Economy


Suspension of BIR audit lifted: BIR is back to the grind




Let’s Talk Tax
By Cheryl R. Gatdula


Posted on September 07, 2016


The first of September 2016 marks the resumption of the previously-suspended tax audits being handled by the Bureau of Internal Revenue (BIR). This was by virtue of Revenue Memorandum Circular (RMC) No. 91-2016.


The said RMC mentioned that the lifting of the suspension was done since “the conferred authority under the laws to the BIR for the collection of taxes, to be more effectively administered and implemented, requires some form of enforcement activities to ensure the collection of correct taxes at the times prescribed by the law.”

RMC No. 91-2016 lifted the suspension of all field audit and operations of the BIR in relation to the examination and verification of the taxpayers’ books of accounts, records, and other transactions. Prior to this RMC, the BIR issued RMC No. 70-2016 which suspended the field audit of the BIR examiners (except in certain cases, like those cases already prescribing and those cases involving taxpayers retiring from business), as well as the issuance of written orders to audit or investigate the internal revenue tax liabilities of taxpayers. According to news reports, this previous suspension of BIR audits took place when the new BIR Commissioner was made aware of certain tax investigations that took years to be processed and were saddled with delays, some for causes that cannot be explained.

Now, as the suspension of the BIR audits is lifted, the BIR is definitely back to the grind. But, what can the taxpayers expect?

It could be expected that starting this month of September, several notices of tax audits will be issued to the taxpayers, and that the BIR examiners will be in full throttle again in their investigations.

However, many taxpayers are anxious that there might still be cases of assessment harassment, wherein:

BIR examiners may harass taxpayers by producing unsupported huge amounts of initial tax findings against the taxpayers, like what happened in the past. This situation is feared by many to be a possible source of corruption.

Although based on recent news, while the audits are suspended for two months, the BIR is showing that it is serious in disciplining its examiners by releasing reports that there were investigations that are being made for allegedly erring examiners. Some have been suspended while others were already dismissed out of service. How this disciplinary approach will be sustained by the BIR is something that remains to be seen.

Nonetheless, the taxpayers should be prepared for any BIR audit knowing that the BIR’s findings could be on factual issues and sometimes on a legal matters.

Thus, taxpayers should be knowledgeable and updated on the developments about topics affecting their business operations. Also, they should always have a review mechanism to check whether the tax practices of their companies are in accordance with the tax rules.

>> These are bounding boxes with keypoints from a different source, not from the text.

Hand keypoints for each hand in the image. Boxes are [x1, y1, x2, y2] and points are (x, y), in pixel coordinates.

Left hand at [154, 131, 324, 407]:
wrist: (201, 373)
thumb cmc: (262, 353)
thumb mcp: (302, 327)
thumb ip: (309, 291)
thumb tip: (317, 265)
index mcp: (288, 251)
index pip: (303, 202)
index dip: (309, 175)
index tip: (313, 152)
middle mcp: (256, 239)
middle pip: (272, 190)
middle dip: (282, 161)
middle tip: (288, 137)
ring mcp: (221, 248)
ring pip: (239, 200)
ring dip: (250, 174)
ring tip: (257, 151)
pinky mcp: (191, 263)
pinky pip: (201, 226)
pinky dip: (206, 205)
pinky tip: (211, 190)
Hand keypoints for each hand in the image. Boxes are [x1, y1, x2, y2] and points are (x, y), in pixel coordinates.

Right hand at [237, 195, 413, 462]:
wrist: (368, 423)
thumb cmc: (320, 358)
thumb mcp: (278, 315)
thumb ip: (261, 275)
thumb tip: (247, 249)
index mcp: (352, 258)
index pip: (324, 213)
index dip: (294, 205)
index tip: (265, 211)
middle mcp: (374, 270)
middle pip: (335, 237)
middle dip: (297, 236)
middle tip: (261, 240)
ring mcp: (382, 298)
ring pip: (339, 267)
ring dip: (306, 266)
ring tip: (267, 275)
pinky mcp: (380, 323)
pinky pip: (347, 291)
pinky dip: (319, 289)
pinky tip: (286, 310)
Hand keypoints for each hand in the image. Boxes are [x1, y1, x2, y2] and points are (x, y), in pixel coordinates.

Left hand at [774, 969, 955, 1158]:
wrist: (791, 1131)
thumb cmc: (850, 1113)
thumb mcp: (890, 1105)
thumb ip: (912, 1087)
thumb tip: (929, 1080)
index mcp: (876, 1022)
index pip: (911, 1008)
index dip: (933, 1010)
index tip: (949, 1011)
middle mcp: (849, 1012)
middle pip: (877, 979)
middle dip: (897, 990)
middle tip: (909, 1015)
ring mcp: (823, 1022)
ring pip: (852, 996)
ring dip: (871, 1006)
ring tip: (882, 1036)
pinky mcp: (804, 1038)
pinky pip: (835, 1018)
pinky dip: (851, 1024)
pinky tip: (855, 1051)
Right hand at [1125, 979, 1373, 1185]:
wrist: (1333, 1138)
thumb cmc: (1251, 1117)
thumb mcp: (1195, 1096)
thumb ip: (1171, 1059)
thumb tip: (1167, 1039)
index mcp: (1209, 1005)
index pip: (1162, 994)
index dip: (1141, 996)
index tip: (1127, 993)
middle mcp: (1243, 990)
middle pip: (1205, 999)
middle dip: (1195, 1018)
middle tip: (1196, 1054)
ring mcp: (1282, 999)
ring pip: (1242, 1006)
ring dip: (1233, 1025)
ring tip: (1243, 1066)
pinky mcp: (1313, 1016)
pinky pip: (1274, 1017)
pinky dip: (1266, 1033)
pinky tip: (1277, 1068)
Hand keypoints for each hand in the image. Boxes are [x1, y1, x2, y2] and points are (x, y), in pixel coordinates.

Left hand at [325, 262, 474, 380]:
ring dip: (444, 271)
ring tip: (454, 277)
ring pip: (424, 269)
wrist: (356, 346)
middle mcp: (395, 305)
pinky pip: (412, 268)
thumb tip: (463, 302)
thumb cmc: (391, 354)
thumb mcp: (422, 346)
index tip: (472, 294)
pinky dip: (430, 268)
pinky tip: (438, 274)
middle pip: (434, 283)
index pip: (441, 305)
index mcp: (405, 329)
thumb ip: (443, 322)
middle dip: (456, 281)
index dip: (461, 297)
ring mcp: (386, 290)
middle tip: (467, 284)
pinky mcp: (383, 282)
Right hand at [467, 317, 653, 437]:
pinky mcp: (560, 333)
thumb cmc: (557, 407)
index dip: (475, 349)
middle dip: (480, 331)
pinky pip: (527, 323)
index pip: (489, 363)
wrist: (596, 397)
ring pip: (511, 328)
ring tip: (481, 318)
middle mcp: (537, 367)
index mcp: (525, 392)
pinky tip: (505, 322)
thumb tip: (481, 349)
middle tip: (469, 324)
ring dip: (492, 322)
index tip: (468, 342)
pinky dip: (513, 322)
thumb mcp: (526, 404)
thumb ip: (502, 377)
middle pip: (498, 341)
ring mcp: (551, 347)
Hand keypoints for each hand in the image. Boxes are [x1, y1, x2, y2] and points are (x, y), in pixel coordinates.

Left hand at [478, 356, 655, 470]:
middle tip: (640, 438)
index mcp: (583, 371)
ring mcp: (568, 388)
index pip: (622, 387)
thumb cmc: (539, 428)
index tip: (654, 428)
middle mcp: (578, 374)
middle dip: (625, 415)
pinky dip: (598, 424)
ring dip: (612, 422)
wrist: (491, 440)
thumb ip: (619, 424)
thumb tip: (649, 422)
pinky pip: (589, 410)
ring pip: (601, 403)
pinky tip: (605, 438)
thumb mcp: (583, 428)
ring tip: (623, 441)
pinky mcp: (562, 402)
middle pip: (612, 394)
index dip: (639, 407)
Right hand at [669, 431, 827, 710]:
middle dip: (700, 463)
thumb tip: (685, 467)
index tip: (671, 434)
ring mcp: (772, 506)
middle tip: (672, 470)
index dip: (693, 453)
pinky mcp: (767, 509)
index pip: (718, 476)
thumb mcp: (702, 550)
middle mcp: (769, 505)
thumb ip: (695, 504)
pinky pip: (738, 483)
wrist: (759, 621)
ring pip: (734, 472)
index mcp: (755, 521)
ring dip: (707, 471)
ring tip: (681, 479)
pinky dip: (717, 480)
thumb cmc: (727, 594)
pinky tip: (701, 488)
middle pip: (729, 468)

The taxpayers may also consider looking back to check whether there were errors committed in the past (for open years that could still be subjected to BIR audits), and determine whether amendments to the tax returns have to be made. Note that once the taxpayer receives a notice of audit from the BIR, the taxpayer can no longer amend its tax returns.

As commonly observed, the usual findings of the BIR in assessments include unsupported expenses due to documentation deficiencies, unsupported creditable withholding taxes and input value-added taxes, withholding tax deficiencies, and differences from comparisons of amounts of identified accounts per books as against the corresponding amounts in the tax returns, among others. Hence, the taxpayers, in reviewing their practices and documentations, should not forget to verify these items.

Note that simple hits and misses with regard to the tax impact of the companies’ practices could mean millions, billions even, of wasted funds for tax exposures. Thus, the taxpayers should be cautious about this.

On another note, in case there are instances of harassment during assessments, the taxpayers should have to be firm in their values. Resorting to bribery would just encourage the practice of some erring examiners to continue, and will promote the system of corruption that we all abhor. Needless to say, bribery is a criminal offense punishable by imprisonment.

The two-month suspension of BIR audits has already passed. It remains to be seen on how the BIR examiners will approach their resumed examinations, considering that the target revenue of the BIR for the taxable year 2016 is about P2 trillion. Will they be strict? Will they be reasonable? At any rate, nothing beats an honest and prepared taxpayer.

Cheryl R. Gatdula is a senior of the Tax Advisory and Compliance division of Punongbayan & Araullo. P&A is a leading audit, tax, advisory and outsourcing services firm and is the Philippine member of Grant Thornton International Ltd.